● Task to carry out: For this exercise, report every line of the material that includes "Αντωνίου".
= Beginning of Section =
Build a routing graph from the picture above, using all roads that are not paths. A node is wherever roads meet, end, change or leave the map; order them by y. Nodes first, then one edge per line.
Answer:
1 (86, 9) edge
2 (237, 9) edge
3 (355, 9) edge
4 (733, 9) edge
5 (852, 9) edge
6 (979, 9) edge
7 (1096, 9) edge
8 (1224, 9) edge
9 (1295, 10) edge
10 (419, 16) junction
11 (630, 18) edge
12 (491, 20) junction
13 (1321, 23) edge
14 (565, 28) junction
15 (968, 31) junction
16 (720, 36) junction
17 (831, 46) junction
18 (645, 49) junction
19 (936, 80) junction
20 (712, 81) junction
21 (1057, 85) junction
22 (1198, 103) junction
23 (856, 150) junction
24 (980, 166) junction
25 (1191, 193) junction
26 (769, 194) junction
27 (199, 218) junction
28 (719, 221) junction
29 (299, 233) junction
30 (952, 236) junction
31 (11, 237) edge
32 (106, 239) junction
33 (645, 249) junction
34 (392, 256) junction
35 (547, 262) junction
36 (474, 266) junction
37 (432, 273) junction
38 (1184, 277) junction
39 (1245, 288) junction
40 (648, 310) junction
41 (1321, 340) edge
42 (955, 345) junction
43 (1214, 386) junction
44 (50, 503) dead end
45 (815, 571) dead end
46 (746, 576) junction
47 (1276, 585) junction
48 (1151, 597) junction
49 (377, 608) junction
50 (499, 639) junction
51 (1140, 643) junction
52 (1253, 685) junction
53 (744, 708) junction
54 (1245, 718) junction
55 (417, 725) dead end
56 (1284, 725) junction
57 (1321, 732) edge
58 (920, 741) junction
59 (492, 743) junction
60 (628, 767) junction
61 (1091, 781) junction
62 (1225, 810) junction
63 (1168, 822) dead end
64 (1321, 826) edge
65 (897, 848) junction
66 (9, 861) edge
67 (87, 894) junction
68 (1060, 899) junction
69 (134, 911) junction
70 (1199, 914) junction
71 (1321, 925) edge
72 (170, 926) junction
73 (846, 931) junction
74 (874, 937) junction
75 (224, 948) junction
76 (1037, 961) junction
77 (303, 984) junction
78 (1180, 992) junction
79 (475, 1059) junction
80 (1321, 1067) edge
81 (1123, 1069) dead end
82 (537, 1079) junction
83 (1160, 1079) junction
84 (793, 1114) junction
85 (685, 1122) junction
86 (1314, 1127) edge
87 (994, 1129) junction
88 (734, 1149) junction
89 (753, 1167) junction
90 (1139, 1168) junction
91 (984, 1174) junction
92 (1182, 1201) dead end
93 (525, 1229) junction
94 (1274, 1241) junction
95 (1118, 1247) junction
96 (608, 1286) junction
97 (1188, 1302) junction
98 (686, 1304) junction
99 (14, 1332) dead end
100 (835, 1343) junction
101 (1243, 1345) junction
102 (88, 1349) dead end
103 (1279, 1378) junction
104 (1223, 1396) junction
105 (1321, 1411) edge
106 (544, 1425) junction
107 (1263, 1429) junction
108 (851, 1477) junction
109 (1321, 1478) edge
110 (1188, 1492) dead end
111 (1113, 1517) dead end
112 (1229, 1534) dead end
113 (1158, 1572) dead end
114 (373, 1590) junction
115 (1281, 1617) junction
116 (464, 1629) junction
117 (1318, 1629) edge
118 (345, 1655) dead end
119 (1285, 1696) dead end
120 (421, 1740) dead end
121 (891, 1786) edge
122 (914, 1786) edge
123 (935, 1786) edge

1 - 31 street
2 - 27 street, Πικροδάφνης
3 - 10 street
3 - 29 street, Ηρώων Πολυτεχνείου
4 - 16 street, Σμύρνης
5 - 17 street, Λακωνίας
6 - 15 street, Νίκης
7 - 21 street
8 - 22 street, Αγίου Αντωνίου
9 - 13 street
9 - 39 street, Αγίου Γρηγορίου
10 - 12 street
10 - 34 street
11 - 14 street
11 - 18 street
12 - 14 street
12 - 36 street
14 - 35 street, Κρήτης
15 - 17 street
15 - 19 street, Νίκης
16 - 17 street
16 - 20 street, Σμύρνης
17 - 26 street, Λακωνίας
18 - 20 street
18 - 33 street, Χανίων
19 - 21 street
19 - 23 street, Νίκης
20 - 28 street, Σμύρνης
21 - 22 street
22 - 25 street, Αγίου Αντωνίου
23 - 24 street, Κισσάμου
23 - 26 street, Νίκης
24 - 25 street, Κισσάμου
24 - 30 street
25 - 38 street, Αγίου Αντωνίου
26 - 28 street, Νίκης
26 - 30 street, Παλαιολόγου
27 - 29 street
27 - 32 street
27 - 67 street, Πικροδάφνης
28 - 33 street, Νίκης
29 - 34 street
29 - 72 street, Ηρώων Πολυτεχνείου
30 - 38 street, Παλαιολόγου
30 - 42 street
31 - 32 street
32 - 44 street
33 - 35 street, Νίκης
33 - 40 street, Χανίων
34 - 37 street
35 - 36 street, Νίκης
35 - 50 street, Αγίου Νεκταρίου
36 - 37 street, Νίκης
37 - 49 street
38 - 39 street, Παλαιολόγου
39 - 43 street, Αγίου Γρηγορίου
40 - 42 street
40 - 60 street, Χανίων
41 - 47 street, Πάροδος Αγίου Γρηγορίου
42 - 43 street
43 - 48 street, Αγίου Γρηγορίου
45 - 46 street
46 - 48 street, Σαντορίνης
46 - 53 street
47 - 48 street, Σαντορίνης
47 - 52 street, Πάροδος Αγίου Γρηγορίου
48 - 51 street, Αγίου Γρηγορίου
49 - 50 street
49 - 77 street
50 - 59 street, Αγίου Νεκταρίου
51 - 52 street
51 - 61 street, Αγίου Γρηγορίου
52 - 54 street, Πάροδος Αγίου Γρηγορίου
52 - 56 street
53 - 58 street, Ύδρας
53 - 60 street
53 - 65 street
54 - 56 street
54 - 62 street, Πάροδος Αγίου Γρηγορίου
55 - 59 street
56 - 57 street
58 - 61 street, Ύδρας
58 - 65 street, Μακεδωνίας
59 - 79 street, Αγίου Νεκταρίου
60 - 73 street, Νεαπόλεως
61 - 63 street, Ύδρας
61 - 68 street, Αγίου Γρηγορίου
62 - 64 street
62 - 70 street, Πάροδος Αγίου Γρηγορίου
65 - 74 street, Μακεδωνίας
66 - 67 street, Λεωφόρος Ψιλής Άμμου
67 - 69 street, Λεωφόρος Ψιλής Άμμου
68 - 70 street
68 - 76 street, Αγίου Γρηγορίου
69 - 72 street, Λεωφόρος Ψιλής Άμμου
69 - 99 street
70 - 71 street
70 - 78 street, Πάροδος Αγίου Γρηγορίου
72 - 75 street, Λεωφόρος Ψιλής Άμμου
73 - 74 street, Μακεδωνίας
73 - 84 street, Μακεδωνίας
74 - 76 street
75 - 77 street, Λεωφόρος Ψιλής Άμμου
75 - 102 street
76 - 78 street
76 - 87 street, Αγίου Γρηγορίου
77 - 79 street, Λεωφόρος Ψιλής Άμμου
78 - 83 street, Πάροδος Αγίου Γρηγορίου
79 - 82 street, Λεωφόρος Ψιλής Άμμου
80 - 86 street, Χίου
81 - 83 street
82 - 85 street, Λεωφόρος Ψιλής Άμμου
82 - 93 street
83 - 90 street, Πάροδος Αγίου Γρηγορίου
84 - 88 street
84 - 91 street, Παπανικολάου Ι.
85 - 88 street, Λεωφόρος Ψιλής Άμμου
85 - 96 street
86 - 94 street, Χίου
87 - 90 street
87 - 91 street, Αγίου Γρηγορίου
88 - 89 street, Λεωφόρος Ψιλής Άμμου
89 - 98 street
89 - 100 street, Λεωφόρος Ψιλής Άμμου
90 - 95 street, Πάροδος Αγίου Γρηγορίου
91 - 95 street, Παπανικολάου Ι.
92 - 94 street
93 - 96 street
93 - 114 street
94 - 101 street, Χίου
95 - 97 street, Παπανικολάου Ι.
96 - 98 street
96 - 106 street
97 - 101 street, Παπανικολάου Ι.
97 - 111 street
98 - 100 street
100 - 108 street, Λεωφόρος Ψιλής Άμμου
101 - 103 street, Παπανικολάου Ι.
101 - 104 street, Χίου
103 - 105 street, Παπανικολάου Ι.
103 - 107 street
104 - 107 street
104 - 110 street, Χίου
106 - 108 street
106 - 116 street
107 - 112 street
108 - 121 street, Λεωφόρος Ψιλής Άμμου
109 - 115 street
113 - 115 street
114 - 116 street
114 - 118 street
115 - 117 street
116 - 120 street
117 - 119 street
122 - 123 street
= End of Section =
● Output of the exercise:
8 - 22 street, Αγίου Αντωνίου
22 - 25 street, Αγίου Αντωνίου
25 - 38 street, Αγίου Αντωνίου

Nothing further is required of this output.